Amazon states have made good progress in the implementation of laws for protecting forests in private areas, but important challenges remain.
The Forest Code is Brazil’s key policy instrument for forest protection in private areas. In addition to establishing guidelines for the conservation and restoration of native vegetation in rural properties, the code defines rules that limit the conversion of forest areas for production inside these properties, thereby creating incentives for rural producers to invest in practices that result in productivity gains. By ensuring that Brazilian agricultural production complies with more rigorous environmental legislation, the Forest Code also promotes access to new markets for Brazilian products.
Yet, as Brazil nears the 10-year anniversary of the code’s enactment, implementing it remains a challenge. Although the Forest Code is a federal law, states are responsible for its implementation and therefore play a critical role in this process. In a recent study, researchers from Climate Policy Initiative/ PUC-Rio (CPI/PUC-Rio) provide an in-depth analysis of Brazilian states’ implementation of the Forest Code. Results indicate that states have made significant progress, particularly in the Amazon region.
Compliance with the environmental requirements set forth by the code occurs in stages, including enrollment, analysis, and validation of the Rural Environmental Registry (CAR in the Portuguese acronym), as well as the regulation and implementation of the Environmental Compliance Program (PRA in the Portuguese acronym). CPI/PUC-Rio’s study finds that the states that are most advanced in Forest Code implementation — Acre, Mato Grosso, Pará, and Rondônia — are all located inside the Amazon biome (Figure 1).
Figure 1: Status of CAR and PRA implementation at the state level, 2021
In absolute figures, Mato Grosso takes the lead, having started the analysis of over 51,000 registries, validated 6,158 registries, and signed 454 commitment agreements for environmental restoration inside private rural properties. However, Acre and Pará are the states that made the most progress in 2021. Acre saw a 48% increase in the number of properties enrolled in CAR, tripled the number of technical staff dedicated to analysis of enrolled properties, and increased the number of signed commitment agreements by 61%. In Pará, the number of analyzed registries rose by 272%, that of validated registries by 60%, and that of signed commitment agreements by 88%.
Although Pará ranks third in the number of agreements, the total area to be restored in Permanent Preservation Areas (APP in the Portuguese acronym) and Legal Reserves is three times larger than its equivalent in Mato Grosso, the state that leads in numbers of commitment agreements.
Rondônia’s effort to expand technical staff exclusively dedicated to the analysis and validation of CAR proved fruitful. The state currently has the capacity to analyze 1,700 entries per month, a rate that has been growing over time. Yet, Rondônia, like several other states, faces an important problem: a typical CAR entry must be analyzed an average of 14 times before being validated without inconsistencies. This has significantly delayed completion of the analysis stage. Maranhão has also made progress in 2021, having increased the number of validated registries by 700%.
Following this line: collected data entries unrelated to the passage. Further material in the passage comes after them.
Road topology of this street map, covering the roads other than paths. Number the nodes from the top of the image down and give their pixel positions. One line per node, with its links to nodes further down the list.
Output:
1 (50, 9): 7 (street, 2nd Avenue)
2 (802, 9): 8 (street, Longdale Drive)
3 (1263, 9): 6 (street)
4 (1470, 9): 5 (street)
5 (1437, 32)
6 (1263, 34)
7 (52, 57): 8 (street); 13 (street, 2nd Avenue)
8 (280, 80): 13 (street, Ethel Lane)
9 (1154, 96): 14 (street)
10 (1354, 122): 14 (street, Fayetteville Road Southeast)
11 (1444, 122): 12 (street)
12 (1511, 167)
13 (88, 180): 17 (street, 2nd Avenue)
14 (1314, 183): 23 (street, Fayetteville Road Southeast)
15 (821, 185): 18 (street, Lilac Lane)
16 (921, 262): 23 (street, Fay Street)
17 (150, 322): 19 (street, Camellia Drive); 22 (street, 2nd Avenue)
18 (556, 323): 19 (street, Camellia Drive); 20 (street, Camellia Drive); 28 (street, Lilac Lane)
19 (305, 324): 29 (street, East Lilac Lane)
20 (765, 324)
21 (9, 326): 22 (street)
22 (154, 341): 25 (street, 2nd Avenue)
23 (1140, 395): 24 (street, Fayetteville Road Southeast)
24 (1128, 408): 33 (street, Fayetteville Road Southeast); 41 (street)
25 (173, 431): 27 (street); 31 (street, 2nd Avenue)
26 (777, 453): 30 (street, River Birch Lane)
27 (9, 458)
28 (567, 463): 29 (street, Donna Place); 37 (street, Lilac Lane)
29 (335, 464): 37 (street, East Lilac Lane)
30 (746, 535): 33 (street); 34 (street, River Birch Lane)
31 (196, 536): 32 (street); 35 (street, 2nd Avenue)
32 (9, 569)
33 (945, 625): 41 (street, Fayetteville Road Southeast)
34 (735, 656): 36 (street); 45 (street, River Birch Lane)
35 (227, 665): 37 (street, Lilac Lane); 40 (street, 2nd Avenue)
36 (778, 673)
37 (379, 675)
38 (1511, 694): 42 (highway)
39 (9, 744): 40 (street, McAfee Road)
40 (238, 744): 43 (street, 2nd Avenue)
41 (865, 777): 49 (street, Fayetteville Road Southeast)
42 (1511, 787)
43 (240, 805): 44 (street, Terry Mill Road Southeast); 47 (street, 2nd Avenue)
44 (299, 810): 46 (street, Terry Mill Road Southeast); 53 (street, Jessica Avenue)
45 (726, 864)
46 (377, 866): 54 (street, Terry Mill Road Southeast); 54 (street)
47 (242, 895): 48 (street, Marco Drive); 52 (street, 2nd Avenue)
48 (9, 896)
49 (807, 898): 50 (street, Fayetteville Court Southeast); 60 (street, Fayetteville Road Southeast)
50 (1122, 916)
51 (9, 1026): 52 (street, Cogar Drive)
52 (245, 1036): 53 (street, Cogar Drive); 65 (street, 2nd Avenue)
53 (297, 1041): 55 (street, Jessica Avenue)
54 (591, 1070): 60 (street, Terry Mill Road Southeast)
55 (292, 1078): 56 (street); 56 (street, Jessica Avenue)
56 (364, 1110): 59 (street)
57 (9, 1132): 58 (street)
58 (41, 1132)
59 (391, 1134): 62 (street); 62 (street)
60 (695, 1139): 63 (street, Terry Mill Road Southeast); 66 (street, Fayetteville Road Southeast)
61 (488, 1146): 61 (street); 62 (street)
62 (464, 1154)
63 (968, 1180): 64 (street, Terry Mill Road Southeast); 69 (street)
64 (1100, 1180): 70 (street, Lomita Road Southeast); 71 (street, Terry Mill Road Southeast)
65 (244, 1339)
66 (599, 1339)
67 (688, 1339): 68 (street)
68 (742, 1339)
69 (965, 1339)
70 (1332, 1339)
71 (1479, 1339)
One of the year’s key highlights refers to the adoption of the dynamic analysis module in Amapá and Amazonas, although implementation is still in its early stages. The tool was developed by the Brazilian Forestry Service to perform automatic checks and propose corrections to CAR registries. It has helped Amapá advance from the enrollment stage to analysis and validation stages of Forest Code implementation. Around 2,000 entries, a quarter of the state’s total, have already been checked under the module, which proposed automatic corrections to 1,800 of them. The corrected entries are currently awaiting approval from their respective owners.
Roraima, in contrast, is lagging behind. It belongs to a group of states that have no legislation for implementing the Forest Code, haven’t moved towards analyzing entries, don’t have cartographic layers needed for the dynamic analysis, and haven’t been included in technical and financial cooperation agreements. Available efforts and resources should be targeted at this group.
The Brazilian Forest Code has the potential to play a central role in promoting green growth, particularly in a post-pandemic context of economic recovery, by attracting financial resources that are aligned with conservation and forest restoration. To achieve this, however, Brazil must tackle the barriers that stand in the way of completing CAR analysis and validation, a key bottleneck for effective implementation of the forest law, and move towards the final stage of achieving environmental compliance regarding restoration in APPs and Legal Reserves.
Finally, there are many attempts to alter the Forest Code currently being proposed in the Brazilian National Congress. That is the case of PL nº 36/2021, which sets new deadlines for enrolling in CAR and preserving the right to adhere to PRA. It is critical that no alteration to the Forest Code be proposed without an in-depth analysis of its potential impacts on state’s implementation of the law. Legislative changes that require a significant revision of state rules will ultimately disregard the effort and resources that states have put into regulating and implementing these norms. Moreover, they will hinder the implementation of the Forest Code and the furthering of compliance with environmental regulation in rural private properties.
The opinions expressed in this article are the writer’s own.